От мальчиков Молин переходил к девицам и непослушным языком говорил неповоротливые любезности. Валя вздумала пококетничать. Это разлакомило и разнежило Молина. Охватил ее талью потною рукою. Она с громким хохотом отстранилась. Молин вдруг запустил широкую лапу за лиф Валяна платья. Лиф затрещал. Валя неестественно громко взвизгнула. Ее голос покрыл все звуки шумного веселья. Убежала в другие комнаты чиниться. Молин было за нею. Удержали.

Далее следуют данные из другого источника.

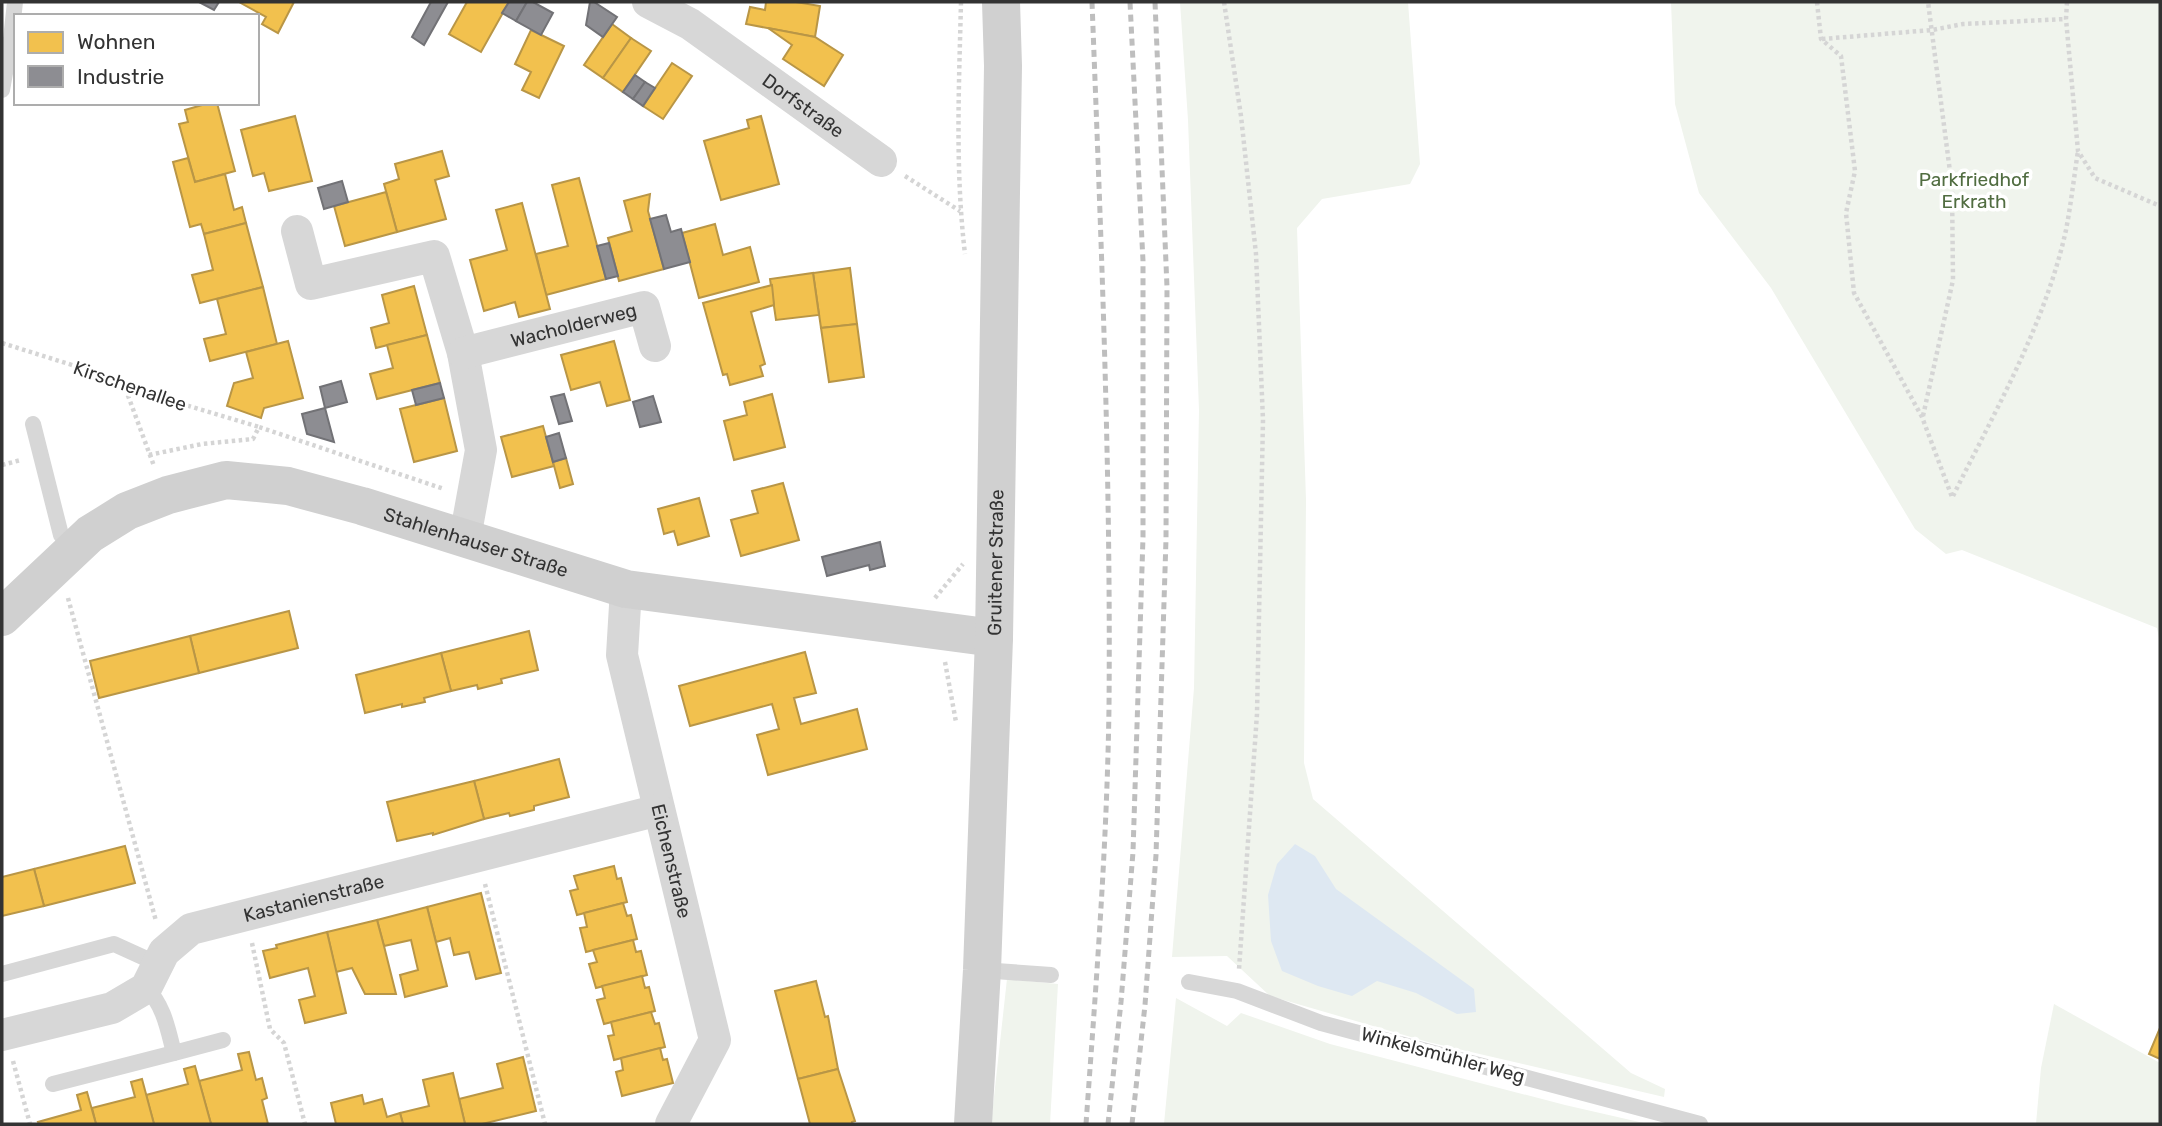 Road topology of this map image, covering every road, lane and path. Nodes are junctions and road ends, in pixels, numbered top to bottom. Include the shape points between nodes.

Молин еще долго путешествовал из комнаты в комнату. Наконец ослабел, рухнул в зале на пол и мгновенно заснул. Гомзин говорил сторожу, тоже сильно пьяному:
– Послушай, Михей, ты ему подушку достань.
– Нет у мена теперь подушки, – отвечал Михей.
– Ну вот! Ты сходи к Галактиону Васильевичу и спроси, – убеждал Гомзин.
– Какая теперь подушка! – резонно говорил Михей. – Разве можно им теперь подушку подложить? Голова у них теперь тяжелая! Разве можно их теперь беспокоить? Бог с ними, пусть выспятся.
– Так нельзя, ты говоришь? – спросил Гомзин.
– Известно, нельзя. Сами изволите знать, – человек тяжелый, как им теперь подушку? Да помилуйте, да так им много лучше, потому в прохладе.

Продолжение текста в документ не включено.